EXERCISE GOAL
For this exercise, transcribe every line of the material exactly and skip the pictures.

INFORMATION PROVIDED
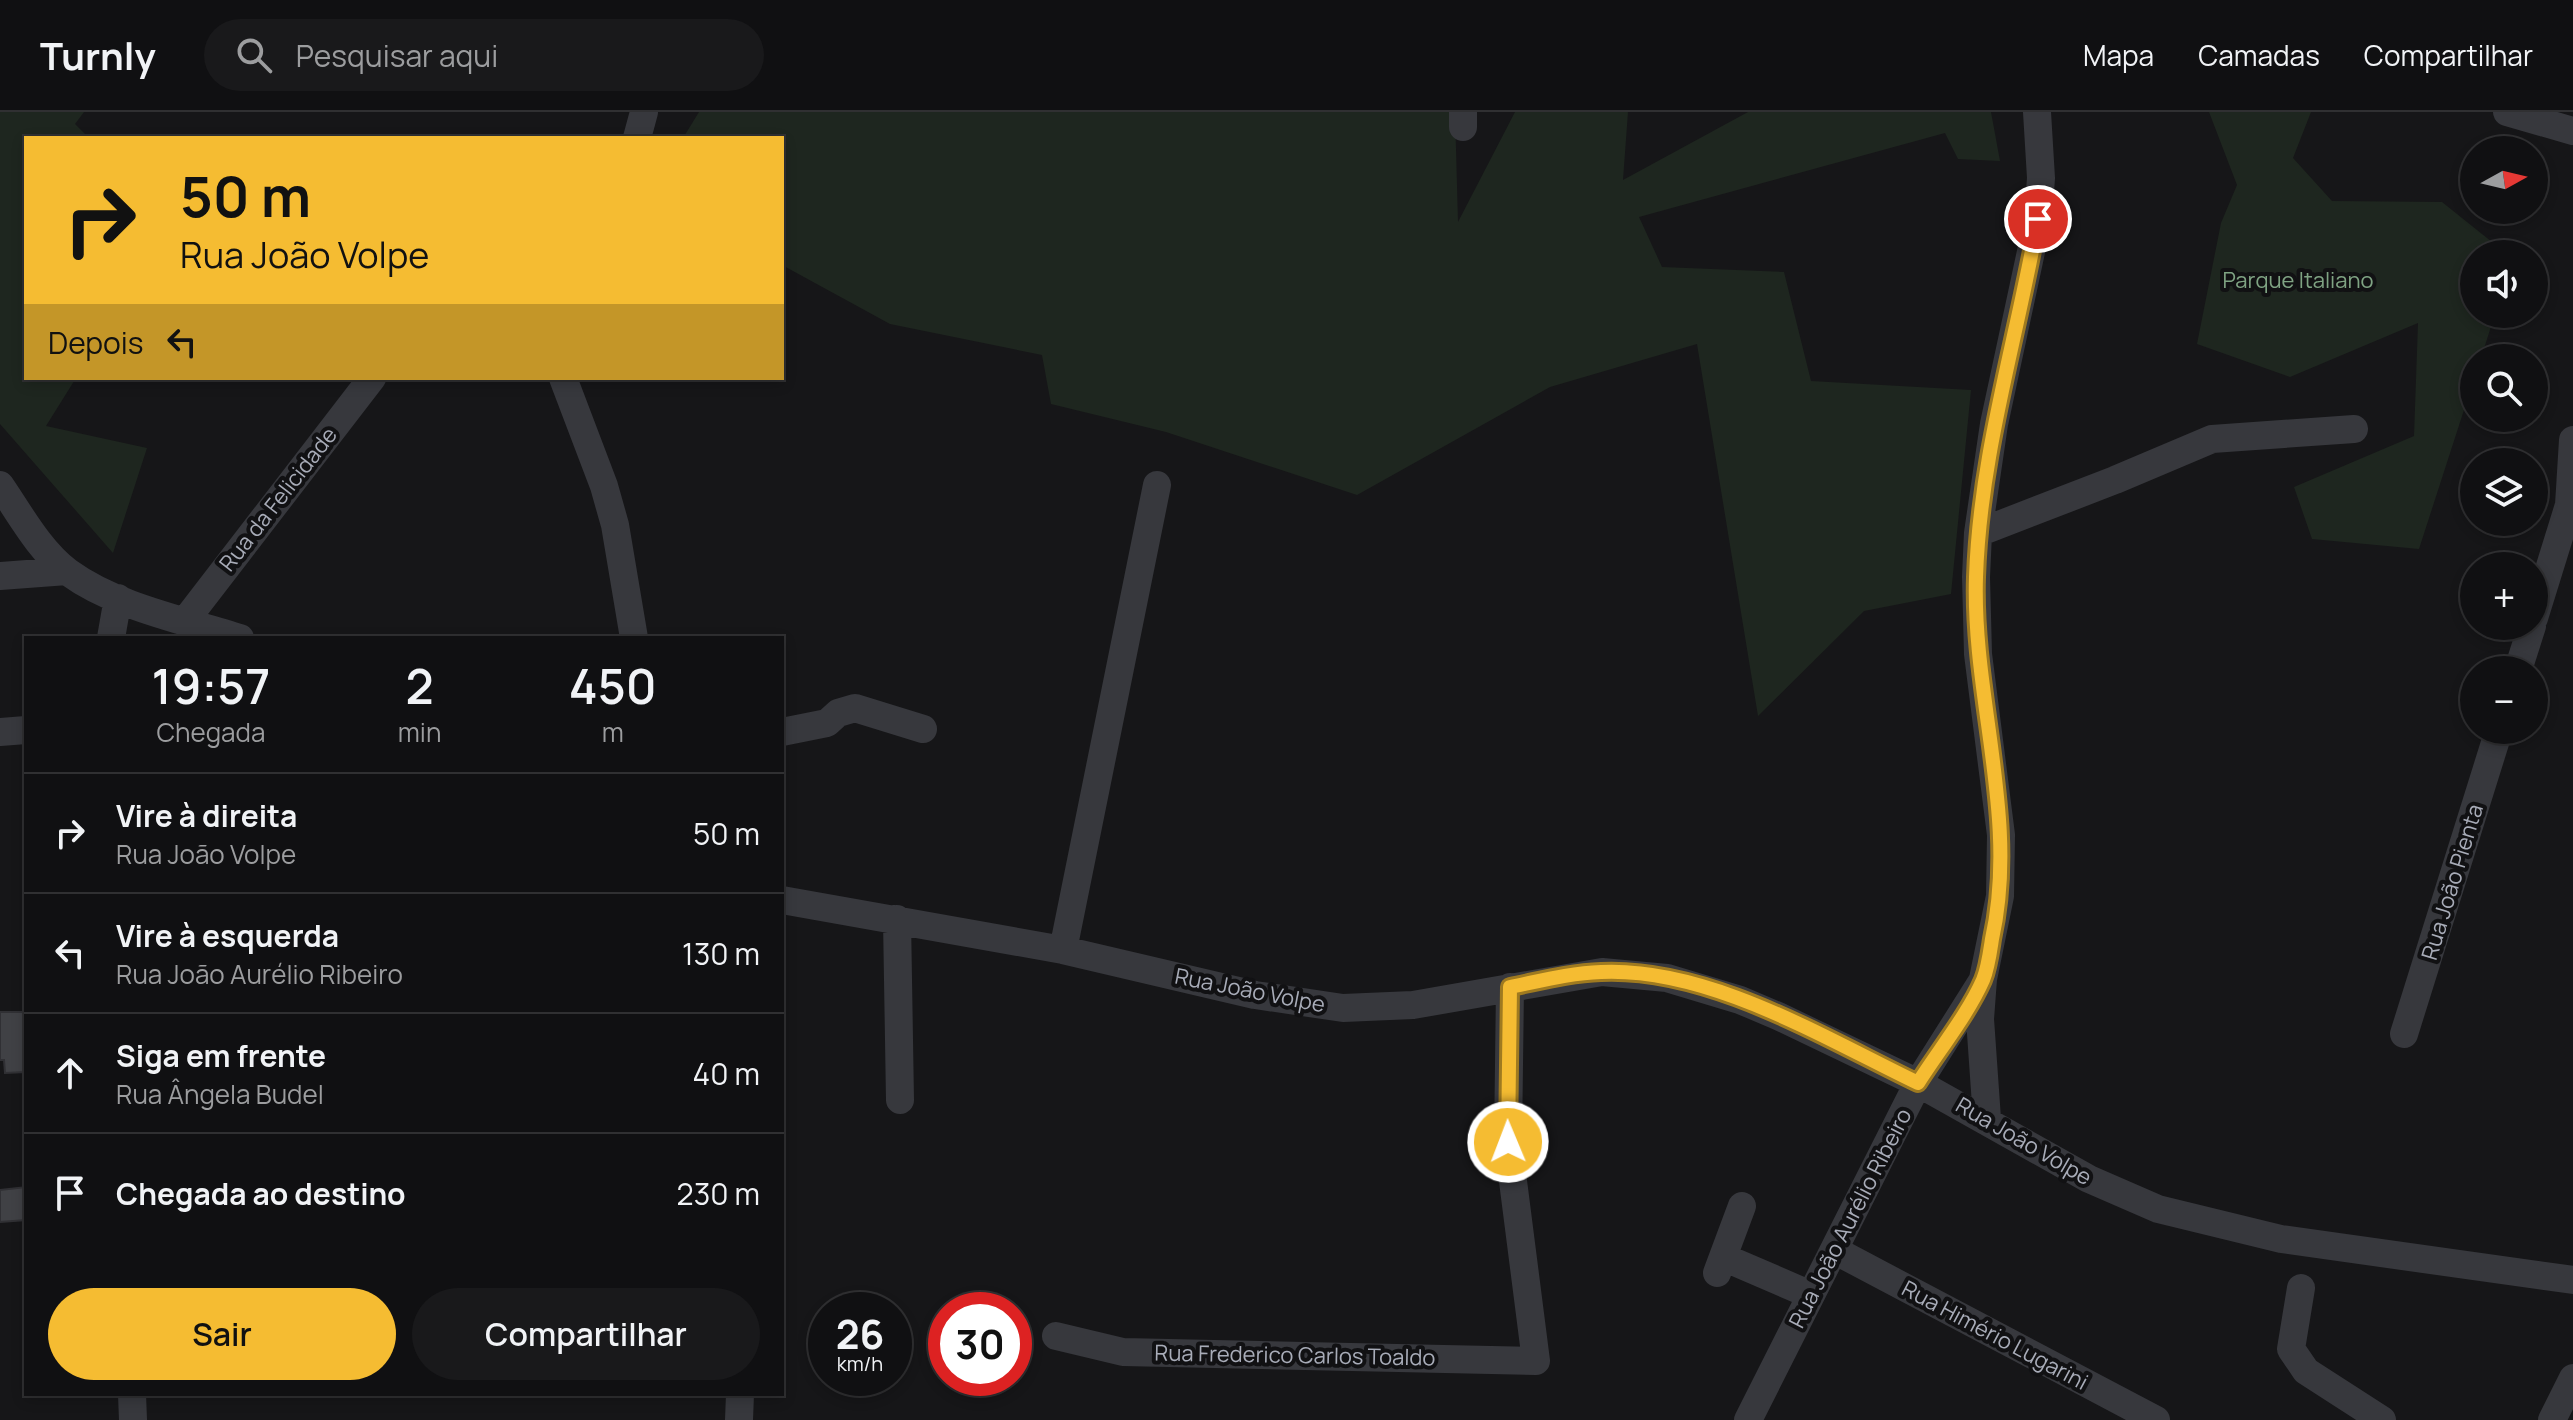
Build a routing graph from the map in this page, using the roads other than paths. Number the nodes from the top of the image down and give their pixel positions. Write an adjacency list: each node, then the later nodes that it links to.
1 (644, 112): 5 (street)
2 (2037, 112): 12 (street)
3 (2507, 112): 4 (street)
4 (2573, 131)
5 (638, 136)
6 (370, 380): 17 (street, Rua da Felicidade)
7 (564, 380): 20 (street)
8 (2354, 429): 12 (street)
9 (2573, 440): 14 (street)
10 (0, 485): 13 (street)
11 (1157, 485): 28 (street)
12 (1978, 533): 29 (street)
13 (67, 571): 15 (street); 16 (street)
14 (2548, 573)
15 (0, 576)
16 (118, 598): 17 (street); 18 (street)
17 (185, 621): 19 (street)
18 (111, 636)
19 (234, 636)
20 (634, 636)
21 (923, 729): 24 (street)
22 (24, 730): 23 (street)
23 (0, 732)
24 (784, 732)
25 (2495, 744): 31 (street, Rua João Pienta)
26 (784, 900): 27 (street, Rua João Volpe)
27 (897, 919): 28 (street, Rua João Volpe); 33 (street)
28 (1063, 950): 30 (street, Rua João Volpe)
29 (1983, 979): 32 (street, Rua João Aurélio Ribeiro); 34 (street)
30 (1510, 987): 32 (street, Rua João Volpe); 40 (street, Rua Frederico Carlos Toaldo)
31 (2404, 1034)
32 (1918, 1083): 34 (street, Rua João Volpe); 36 (street, Rua João Aurélio Ribeiro)
33 (900, 1100)
34 (1987, 1119): 37 (street, Rua João Volpe)
35 (1742, 1206): 39 (street)
36 (1834, 1250): 39 (street, Rua João Aurélio Ribeiro); 47 (street, Rua Himério Lugarini)
37 (2573, 1280)
38 (2301, 1288): 48 (street)
39 (1811, 1295): 46 (street, Rua João Aurélio Ribeiro)
40 (1056, 1336)
41 (2573, 1378): 49 (street)
42 (132, 1396): 44 (street)
43 (740, 1396): 45 (street)
44 (133, 1420)
45 (739, 1420)
46 (1748, 1420)
47 (2156, 1420)
48 (2382, 1420)
49 (2552, 1420)

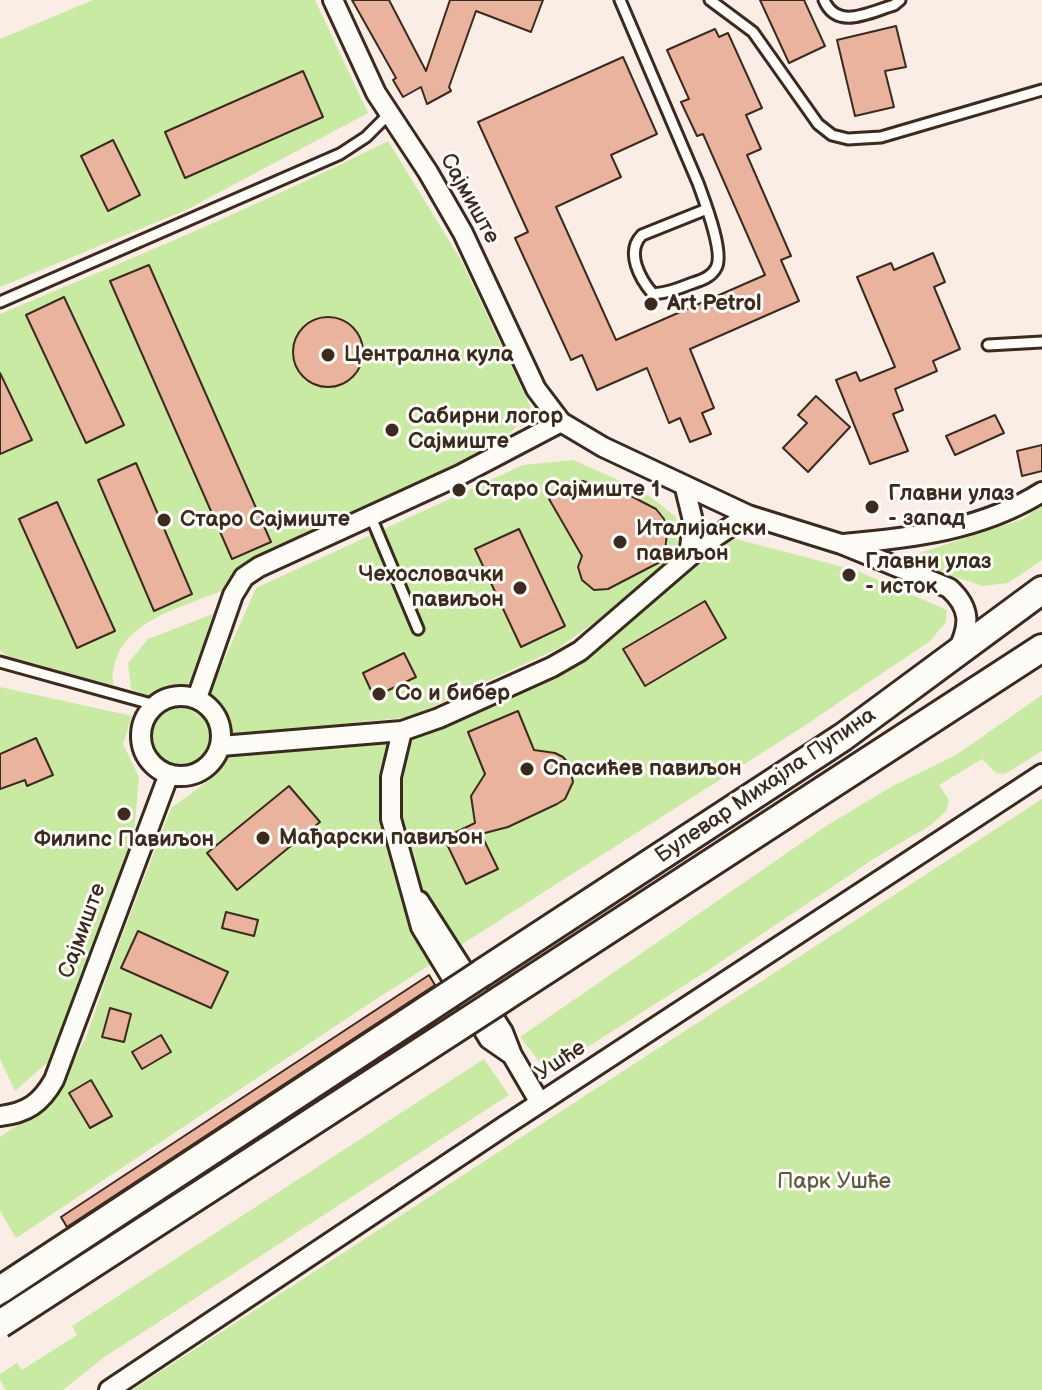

RESPONSE AREA
Build a routing graph from the map in this page, using the roads other than paths. Number the nodes from the top of the image down and give their pixel positions. Write an adjacency list: each node, then the later nodes that it links to.
1 (644, 112): 5 (street)
2 (2037, 112): 12 (street)
3 (2507, 112): 4 (street)
4 (2573, 131)
5 (638, 136)
6 (370, 380): 17 (street, Rua da Felicidade)
7 (564, 380): 20 (street)
8 (2354, 429): 12 (street)
9 (2573, 440): 14 (street)
10 (0, 485): 13 (street)
11 (1157, 485): 28 (street)
12 (1978, 533): 29 (street)
13 (67, 571): 15 (street); 16 (street)
14 (2548, 573)
15 (0, 576)
16 (118, 598): 17 (street); 18 (street)
17 (185, 621): 19 (street)
18 (111, 636)
19 (234, 636)
20 (634, 636)
21 (923, 729): 24 (street)
22 (24, 730): 23 (street)
23 (0, 732)
24 (784, 732)
25 (2495, 744): 31 (street, Rua João Pienta)
26 (784, 900): 27 (street, Rua João Volpe)
27 (897, 919): 28 (street, Rua João Volpe); 33 (street)
28 (1063, 950): 30 (street, Rua João Volpe)
29 (1983, 979): 32 (street, Rua João Aurélio Ribeiro); 34 (street)
30 (1510, 987): 32 (street, Rua João Volpe); 40 (street, Rua Frederico Carlos Toaldo)
31 (2404, 1034)
32 (1918, 1083): 34 (street, Rua João Volpe); 36 (street, Rua João Aurélio Ribeiro)
33 (900, 1100)
34 (1987, 1119): 37 (street, Rua João Volpe)
35 (1742, 1206): 39 (street)
36 (1834, 1250): 39 (street, Rua João Aurélio Ribeiro); 47 (street, Rua Himério Lugarini)
37 (2573, 1280)
38 (2301, 1288): 48 (street)
39 (1811, 1295): 46 (street, Rua João Aurélio Ribeiro)
40 (1056, 1336)
41 (2573, 1378): 49 (street)
42 (132, 1396): 44 (street)
43 (740, 1396): 45 (street)
44 (133, 1420)
45 (739, 1420)
46 (1748, 1420)
47 (2156, 1420)
48 (2382, 1420)
49 (2552, 1420)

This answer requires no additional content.